ノベルズで讀んだんですけど、「樒/榁」を未讀だったので、今回文庫版を購入してしまいました。まだ「樒/榁」の方には手をつけていません。これから讀みます。
で、今日は「鏡の中は日曜日」についてだけ。個人的には本作、殊能氏の作品の中では一番氣に入っているかもしれません。
ただかえすがえすも殘念なのは、「黒い仏」でアタマにきて、そのあとの作品が多くのミステリ好きに讀まれていない可能性があるということでして、その意味でも今回文庫版がリリースされたのを機会に、皆樣、再び手をつけてみては如何でしょう、……などといいつつ、実は自分もノベルズで出た當事、暫く購入を躊躇っていたひとりなので大きいことはいえません。
本作はマラルメの詩が大きなモチーフとなっているのですが、マラルメといっても、正直佛蘭西語も出來ない、さらにはマラルメといってもシューレアリズムにはまっていた大学時代に摘み食いをした程度の自分としては、どれほど本作の魅力を堪能出來たのか甚だ心許ないんですけど。
それでもぼくの語りで始まる第一章の印象は強烈。カットアップ的な手法を驅使して、夢のなかを乱舞する光のイメージのような情景が繰り返し繰り返し現れるのですが、このあたり、何となくヌーヴォー・ロマンを思わせます。それもロブ・グリエじゃなくて、南米の異端派、エリソンドの「ファラベウフ」のようなかんじ。そういえばこの物語も記憶がテーマのひとつでしたけども、そのあたりも本作の第一章と相通じるものがあるような氣がするのですがどうでしょう。
既に物語の伏線はこのぼくの語りで語られる第一章に概ね纏められています。そして何よりも凄いのが今回の文庫版のジャケについている帶ですよ。
「石動戲作を殺したことを少しも後悔していない」っていうんですけど、ええ、その通りで、この第一章の最後でぼくは石動を殺してしまうのです。果たして探偵を殺してしまったぼくとは誰なのか、そしてその背景には何があったのか、……ということが第二章以降で少しづつ明かされていくという展開が見事。
第二章以降は現在と過去が併行して語られ、その中で過去の事件が作中作というかたちで明らかにされていくのですが、現在の探偵である石動がこの作中作の小説をもとに過去の事件を推理していきます。
探偵が過去の事件の關係者に聞きこみを行っていく部分は若干退屈なのですが、最後になって畳みかけるようなドンデン返しが炸裂し、事件の正体、そして作中作に込められた意図が暴かれていく。
ミステリとしてもこの展開は本當に見事なのですが、自分としては、真実が明らかにされた瞬間に、物語の主人公が現在のそれから過去のそれに入れ替わってしまうという仕掛けを評價したいのですね。

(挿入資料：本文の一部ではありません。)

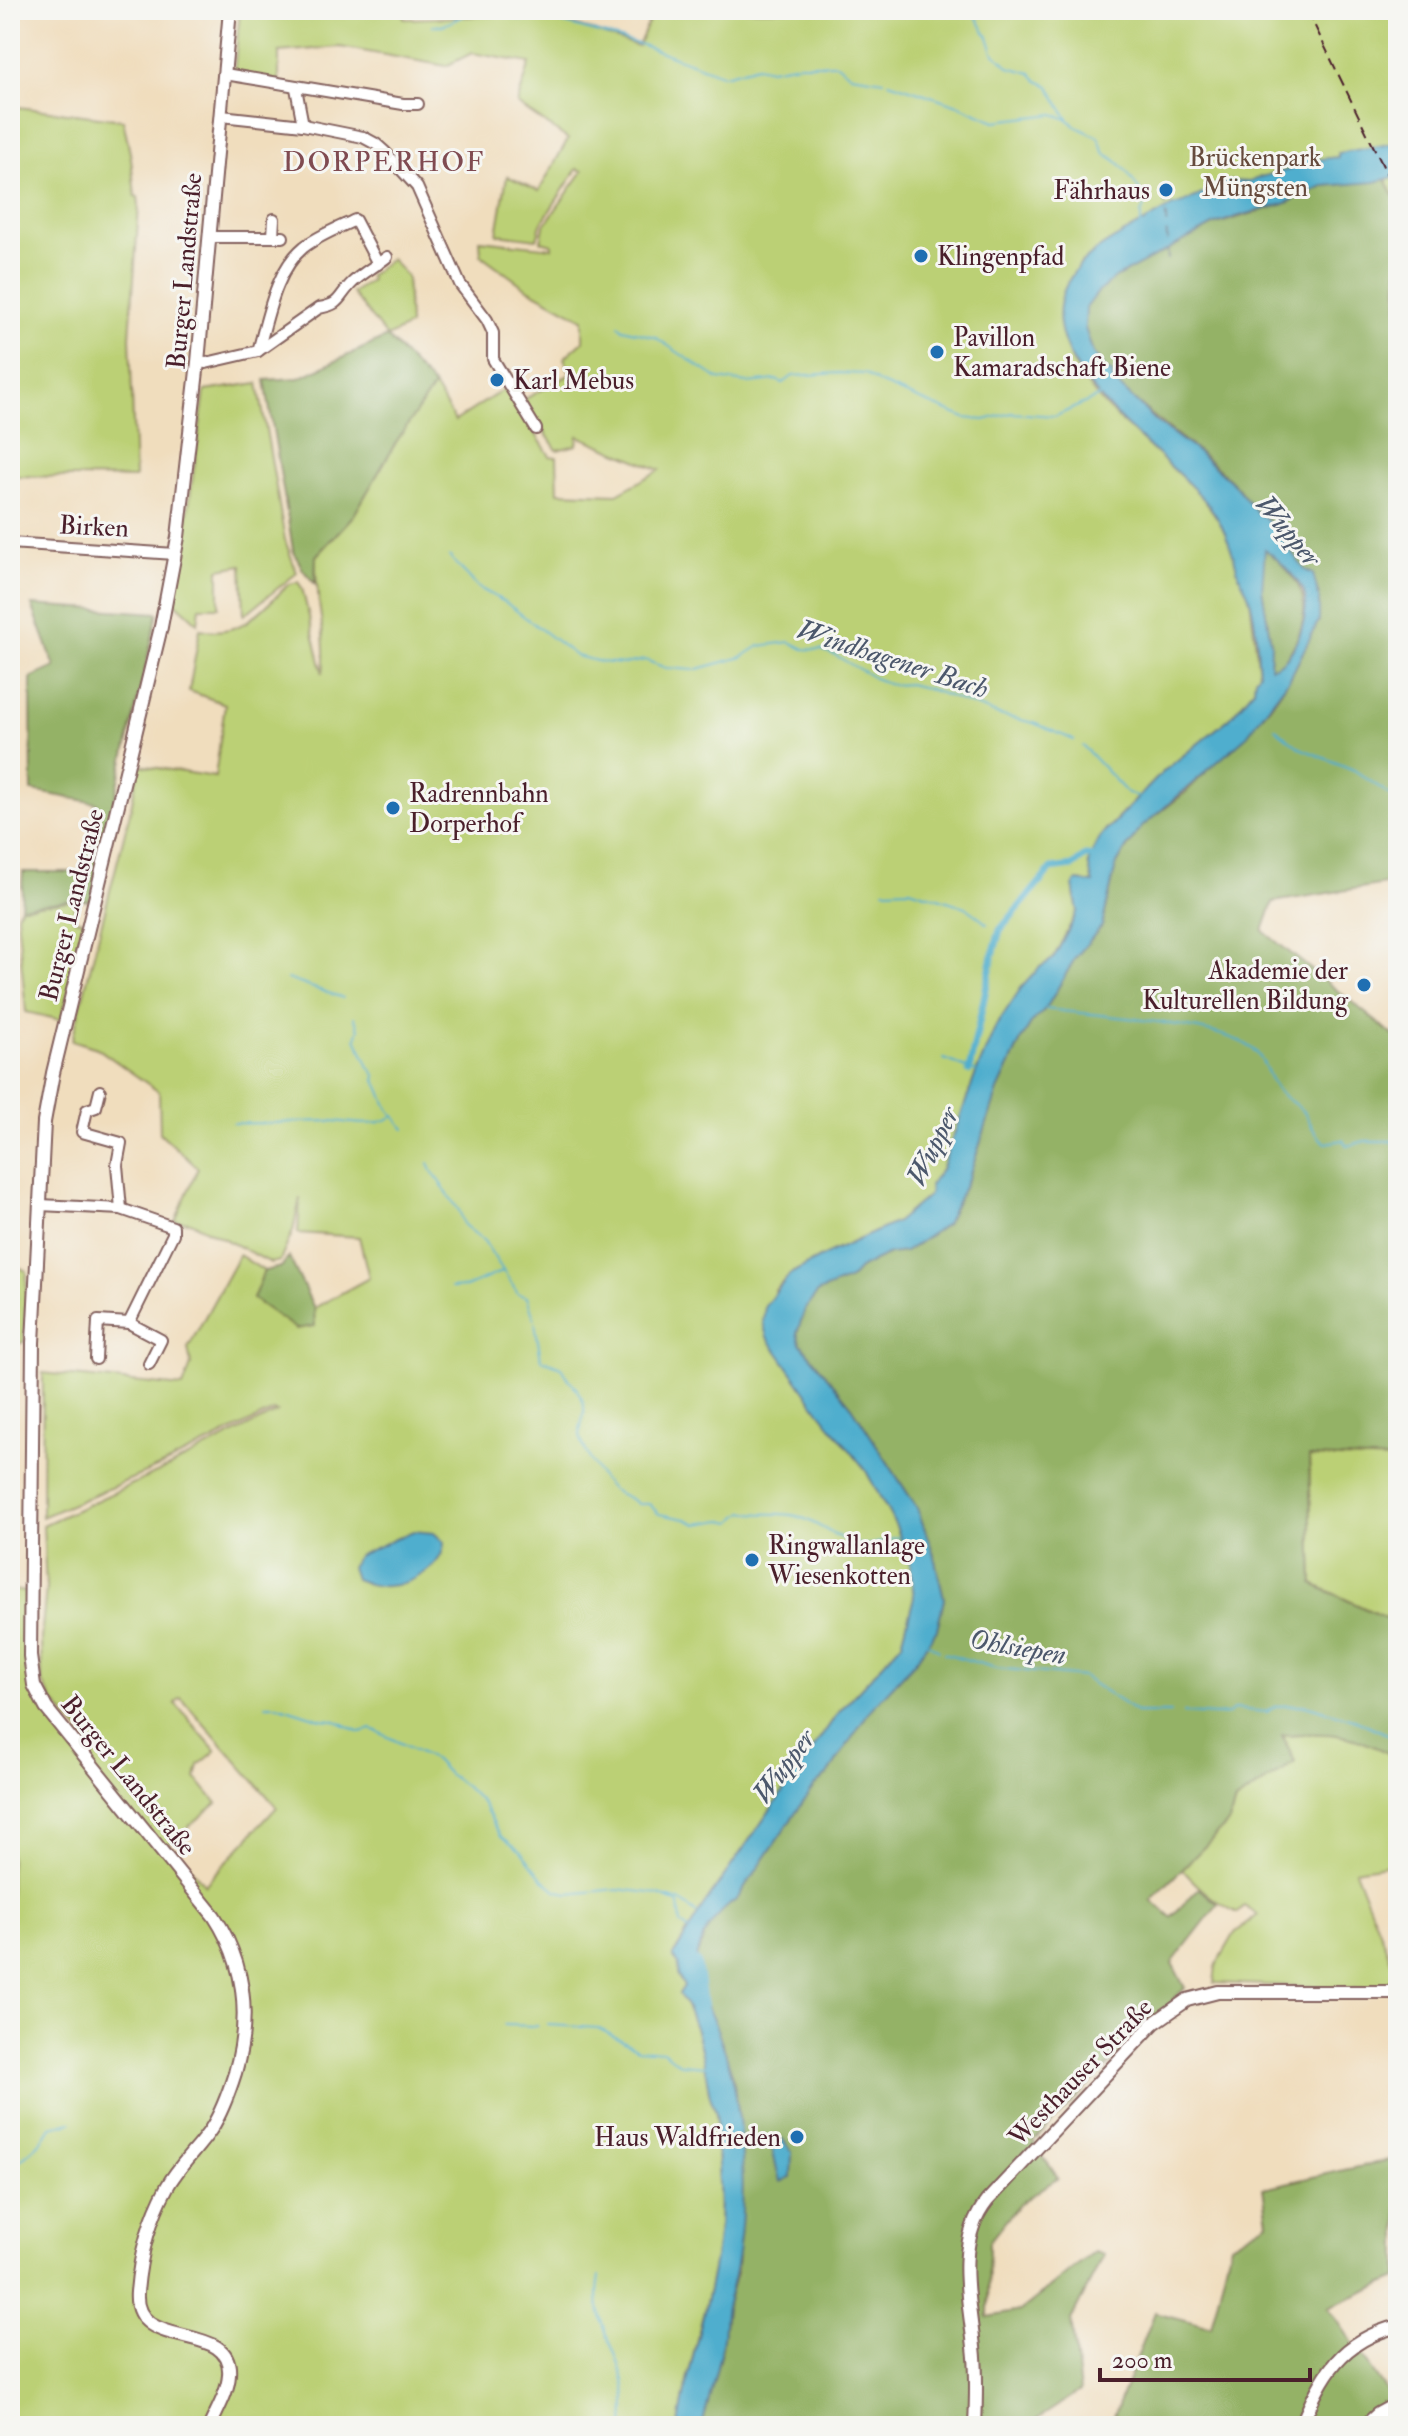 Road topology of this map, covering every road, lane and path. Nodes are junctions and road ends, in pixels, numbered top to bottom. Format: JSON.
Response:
{"nodes":[{"id":1,"x":230,"y":10,"type":"edge"},
{"id":2,"x":225,"y":74,"type":"junction"},
{"id":3,"x":296,"y":88,"type":"junction"},
{"id":4,"x":418,"y":104,"type":"dead end"},
{"id":5,"x":221,"y":116,"type":"junction"},
{"id":6,"x":303,"y":125,"type":"junction"},
{"id":7,"x":274,"y":219,"type":"dead end"},
{"id":8,"x":209,"y":237,"type":"junction"},
{"id":9,"x":258,"y":351,"type":"junction"},
{"id":10,"x":198,"y":362,"type":"junction"},
{"id":11,"x":536,"y":429,"type":"dead end"},
{"id":12,"x":10,"y":543,"type":"edge"},
{"id":13,"x":175,"y":554,"type":"junction"},
{"id":14,"x":100,"y":1091,"type":"dead end"},
{"id":15,"x":40,"y":1205,"type":"junction"},
{"id":16,"x":121,"y":1209,"type":"junction"},
{"id":17,"x":129,"y":1323,"type":"junction"},
{"id":18,"x":96,"y":1359,"type":"dead end"},
{"id":19,"x":149,"y":1364,"type":"dead end"},
{"id":20,"x":1398,"y":1992,"type":"edge"},
{"id":21,"x":1398,"y":2326,"type":"edge"},
{"id":22,"x":1398,"y":2403,"type":"edge"},
{"id":23,"x":210,"y":2426,"type":"edge"},
{"id":24,"x":975,"y":2426,"type":"edge"},
{"id":25,"x":1301,"y":2426,"type":"edge"},
{"id":26,"x":1365,"y":2426,"type":"edge"}],
"edges":[{"from":1,"to":2,"type":"main road","name":"Burger Landstraße"},
{"from":2,"to":3,"type":"street"},
{"from":2,"to":5,"type":"main road","name":"Burger Landstraße"},
{"from":3,"to":4,"type":"street"},
{"from":3,"to":6,"type":"street"},
{"from":5,"to":6,"type":"street"},
{"from":5,"to":8,"type":"main road","name":"Burger Landstraße"},
{"from":6,"to":11,"type":"street"},
{"from":7,"to":8,"type":"street"},
{"from":8,"to":10,"type":"main road","name":"Burger Landstraße"},
{"from":9,"to":9,"type":"street"},
{"from":9,"to":10,"type":"street"},
{"from":10,"to":13,"type":"main road","name":"Burger Landstraße"},
{"from":12,"to":13,"type":"street","name":"Birken"},
{"from":13,"to":15,"type":"main road","name":"Burger Landstraße"},
{"from":14,"to":16,"type":"street"},
{"from":15,"to":16,"type":"street"},
{"from":15,"to":23,"type":"main road","name":"Burger Landstraße"},
{"from":16,"to":17,"type":"street"},
{"from":17,"to":18,"type":"street"},
{"from":17,"to":19,"type":"street"},
{"from":20,"to":24,"type":"main road","name":"Westhauser Straße"},
{"from":21,"to":25,"type":"main road"},
{"from":22,"to":26,"type":"main road"}]}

現在を起點にして進められていた物語では、石動探偵が主要な役割を擔っていました。謎の提示というのは過去のなかで行われており、それはあくまで作中作というかたちをとりながらひとつの虚構として、讀者の前に陽炎のようにぼんやりとしたかたちで現れていたに過ぎません。
それが事実が明らかにされた刹那に、過去が激しい現實感を伴ってせり上がってき、現在の探偵と過去の探偵の邂逅を起點にして、ついには過去が物語の主題を包み込んでしまうのです。……と凄く抽象的な説明になってしまうのが何とももどかしいですよ。だから殊能氏の小説を取り上げるのはいやなんですよねえ(苦笑)。
ミステリとして見た場合、トリックは何というか、「えっ、これ使ったの!」とあきれてしまいつつ、騙されてしまった自分が情けない。
殊能氏の過去の小説を讀んでいる人は絶對にそう感じること請けあいです。でも騙された方が惡いんですから、作者の意地汚い仕掛けに關してはいちいち文句をつけることは出來ませんよねえ。
ぶつぶつ獨り言めいた文句なんかいっていると、作者が背後からぼうっと現れて(以下文字反転)、「だからぁ、騙されるほうが惡いんだって。新味のない、同じトリックを使ったからって、それを見拔けなかったおたくの頭の問題でしょ」なんていわれそうなんで、ここはぐっとこらえて、續きの「樒/榁」を讀み始めるとしますかね。
この物語の餘韻、そして登場人物たちの悲哀は、殊能氏の物語のなかでは隨一。ミステリとしても、そして実驗的な要素を伴った普通の小説として見ても傑作だと思います。おすすめ。